• _DATA TO PROCESS_:
__________

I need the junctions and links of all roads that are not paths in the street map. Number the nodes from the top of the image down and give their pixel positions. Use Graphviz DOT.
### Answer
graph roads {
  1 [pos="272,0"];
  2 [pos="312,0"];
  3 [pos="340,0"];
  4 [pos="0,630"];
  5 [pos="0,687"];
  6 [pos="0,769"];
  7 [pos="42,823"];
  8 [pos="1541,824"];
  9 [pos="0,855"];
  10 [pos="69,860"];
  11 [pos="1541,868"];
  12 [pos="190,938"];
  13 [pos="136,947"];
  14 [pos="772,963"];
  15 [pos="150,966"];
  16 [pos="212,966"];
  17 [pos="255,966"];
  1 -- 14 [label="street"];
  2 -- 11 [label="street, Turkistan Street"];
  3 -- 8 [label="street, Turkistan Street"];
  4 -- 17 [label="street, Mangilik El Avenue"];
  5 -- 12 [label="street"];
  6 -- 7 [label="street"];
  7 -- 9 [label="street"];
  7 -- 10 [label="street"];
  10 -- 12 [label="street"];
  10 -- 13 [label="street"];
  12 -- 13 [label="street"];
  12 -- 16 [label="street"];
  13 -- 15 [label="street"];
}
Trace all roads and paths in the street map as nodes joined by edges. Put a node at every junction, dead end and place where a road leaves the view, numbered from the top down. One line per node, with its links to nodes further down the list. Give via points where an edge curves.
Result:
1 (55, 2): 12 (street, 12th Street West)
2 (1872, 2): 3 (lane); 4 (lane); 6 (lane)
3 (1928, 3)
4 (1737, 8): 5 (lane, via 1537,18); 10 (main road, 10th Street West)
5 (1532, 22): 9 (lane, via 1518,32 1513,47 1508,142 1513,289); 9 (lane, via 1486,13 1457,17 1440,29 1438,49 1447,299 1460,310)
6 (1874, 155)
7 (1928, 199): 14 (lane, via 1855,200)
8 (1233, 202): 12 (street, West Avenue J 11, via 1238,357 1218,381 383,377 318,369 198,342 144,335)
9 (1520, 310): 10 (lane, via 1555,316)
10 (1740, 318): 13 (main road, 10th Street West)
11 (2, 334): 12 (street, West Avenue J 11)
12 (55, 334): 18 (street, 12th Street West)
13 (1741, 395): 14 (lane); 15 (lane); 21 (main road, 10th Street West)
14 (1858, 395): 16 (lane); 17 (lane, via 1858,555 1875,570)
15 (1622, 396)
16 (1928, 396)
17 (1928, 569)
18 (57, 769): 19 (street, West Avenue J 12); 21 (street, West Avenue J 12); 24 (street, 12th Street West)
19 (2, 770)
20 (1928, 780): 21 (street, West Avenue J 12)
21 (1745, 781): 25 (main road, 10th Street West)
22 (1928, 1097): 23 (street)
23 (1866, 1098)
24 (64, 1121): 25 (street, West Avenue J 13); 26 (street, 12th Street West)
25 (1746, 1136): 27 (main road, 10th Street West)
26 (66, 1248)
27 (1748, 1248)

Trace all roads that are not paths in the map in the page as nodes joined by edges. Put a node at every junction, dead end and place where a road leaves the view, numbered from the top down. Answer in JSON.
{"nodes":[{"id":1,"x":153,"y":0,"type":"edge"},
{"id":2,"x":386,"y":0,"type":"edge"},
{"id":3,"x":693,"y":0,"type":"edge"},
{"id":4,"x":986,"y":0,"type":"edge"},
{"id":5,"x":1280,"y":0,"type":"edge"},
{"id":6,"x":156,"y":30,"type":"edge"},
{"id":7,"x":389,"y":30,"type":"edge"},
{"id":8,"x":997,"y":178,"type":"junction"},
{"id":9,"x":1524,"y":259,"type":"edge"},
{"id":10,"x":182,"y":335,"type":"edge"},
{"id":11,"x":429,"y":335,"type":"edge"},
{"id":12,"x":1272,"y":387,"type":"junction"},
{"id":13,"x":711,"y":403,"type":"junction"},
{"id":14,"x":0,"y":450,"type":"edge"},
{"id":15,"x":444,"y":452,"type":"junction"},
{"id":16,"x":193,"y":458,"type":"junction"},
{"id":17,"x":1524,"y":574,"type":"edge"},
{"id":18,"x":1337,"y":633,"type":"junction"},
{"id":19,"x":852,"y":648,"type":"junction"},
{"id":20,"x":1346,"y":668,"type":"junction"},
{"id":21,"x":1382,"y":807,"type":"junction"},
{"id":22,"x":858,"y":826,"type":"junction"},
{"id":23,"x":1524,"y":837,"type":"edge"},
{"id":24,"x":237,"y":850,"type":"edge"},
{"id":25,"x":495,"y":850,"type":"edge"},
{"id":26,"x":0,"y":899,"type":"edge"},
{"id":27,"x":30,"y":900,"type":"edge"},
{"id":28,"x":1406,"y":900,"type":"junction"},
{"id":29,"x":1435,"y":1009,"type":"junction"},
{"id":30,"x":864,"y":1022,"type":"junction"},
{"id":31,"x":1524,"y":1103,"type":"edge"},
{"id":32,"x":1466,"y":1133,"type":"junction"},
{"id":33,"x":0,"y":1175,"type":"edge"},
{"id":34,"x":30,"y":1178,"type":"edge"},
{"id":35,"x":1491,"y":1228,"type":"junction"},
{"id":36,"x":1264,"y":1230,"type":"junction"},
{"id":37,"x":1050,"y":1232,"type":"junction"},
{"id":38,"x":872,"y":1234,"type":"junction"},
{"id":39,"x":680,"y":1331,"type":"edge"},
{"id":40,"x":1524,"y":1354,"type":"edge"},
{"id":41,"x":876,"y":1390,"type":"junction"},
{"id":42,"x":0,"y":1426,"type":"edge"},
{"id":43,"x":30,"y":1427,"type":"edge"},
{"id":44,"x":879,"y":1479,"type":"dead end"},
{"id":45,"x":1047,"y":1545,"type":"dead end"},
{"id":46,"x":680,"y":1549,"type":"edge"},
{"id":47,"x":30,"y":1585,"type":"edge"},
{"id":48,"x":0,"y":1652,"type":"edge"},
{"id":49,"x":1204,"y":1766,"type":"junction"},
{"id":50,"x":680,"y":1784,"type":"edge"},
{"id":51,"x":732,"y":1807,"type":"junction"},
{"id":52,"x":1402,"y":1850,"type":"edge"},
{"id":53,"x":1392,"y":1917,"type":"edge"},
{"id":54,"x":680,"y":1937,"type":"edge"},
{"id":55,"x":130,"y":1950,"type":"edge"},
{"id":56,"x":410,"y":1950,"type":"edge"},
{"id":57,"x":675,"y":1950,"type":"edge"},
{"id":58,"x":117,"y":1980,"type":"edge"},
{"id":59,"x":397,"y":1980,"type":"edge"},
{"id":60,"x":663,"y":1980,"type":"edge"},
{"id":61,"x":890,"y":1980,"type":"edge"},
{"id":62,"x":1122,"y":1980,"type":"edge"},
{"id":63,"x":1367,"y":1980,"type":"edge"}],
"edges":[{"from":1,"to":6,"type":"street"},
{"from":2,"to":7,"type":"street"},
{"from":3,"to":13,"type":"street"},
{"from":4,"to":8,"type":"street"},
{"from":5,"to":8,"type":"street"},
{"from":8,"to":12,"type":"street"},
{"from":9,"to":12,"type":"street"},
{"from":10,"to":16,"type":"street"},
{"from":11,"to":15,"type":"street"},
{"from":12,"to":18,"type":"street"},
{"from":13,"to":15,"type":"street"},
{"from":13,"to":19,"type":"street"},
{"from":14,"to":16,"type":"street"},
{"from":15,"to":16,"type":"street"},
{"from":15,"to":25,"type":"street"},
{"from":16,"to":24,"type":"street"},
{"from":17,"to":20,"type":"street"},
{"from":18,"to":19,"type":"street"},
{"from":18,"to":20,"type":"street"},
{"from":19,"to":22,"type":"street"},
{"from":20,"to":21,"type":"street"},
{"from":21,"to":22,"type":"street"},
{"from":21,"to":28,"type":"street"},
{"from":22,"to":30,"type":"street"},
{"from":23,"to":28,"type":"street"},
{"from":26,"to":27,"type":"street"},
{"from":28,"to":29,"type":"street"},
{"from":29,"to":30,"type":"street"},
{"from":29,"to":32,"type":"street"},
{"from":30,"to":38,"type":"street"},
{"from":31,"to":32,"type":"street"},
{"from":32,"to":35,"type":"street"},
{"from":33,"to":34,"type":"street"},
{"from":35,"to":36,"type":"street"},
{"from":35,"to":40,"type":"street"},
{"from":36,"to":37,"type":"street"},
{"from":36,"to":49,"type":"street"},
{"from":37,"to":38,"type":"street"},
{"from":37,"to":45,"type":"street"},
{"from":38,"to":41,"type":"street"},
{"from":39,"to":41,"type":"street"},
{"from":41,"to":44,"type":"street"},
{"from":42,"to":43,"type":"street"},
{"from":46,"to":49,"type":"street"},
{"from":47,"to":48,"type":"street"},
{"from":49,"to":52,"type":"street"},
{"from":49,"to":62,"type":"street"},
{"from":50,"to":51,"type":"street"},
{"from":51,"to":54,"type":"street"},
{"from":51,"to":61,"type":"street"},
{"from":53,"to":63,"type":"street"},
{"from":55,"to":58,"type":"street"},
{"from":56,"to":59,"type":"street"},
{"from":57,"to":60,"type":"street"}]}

__________

• _THE TASK_:
Go through the material and copy each line that contains "lane".

• _SOLUTION TO THIS TASK_:
2 (1872, 2): 3 (lane); 4 (lane); 6 (lane)
4 (1737, 8): 5 (lane, via 1537,18); 10 (main road, 10th Street West)
5 (1532, 22): 9 (lane, via 1518,32 1513,47 1508,142 1513,289); 9 (lane, via 1486,13 1457,17 1440,29 1438,49 1447,299 1460,310)
7 (1928, 199): 14 (lane, via 1855,200)
9 (1520, 310): 10 (lane, via 1555,316)
13 (1741, 395): 14 (lane); 15 (lane); 21 (main road, 10th Street West)
14 (1858, 395): 16 (lane); 17 (lane, via 1858,555 1875,570)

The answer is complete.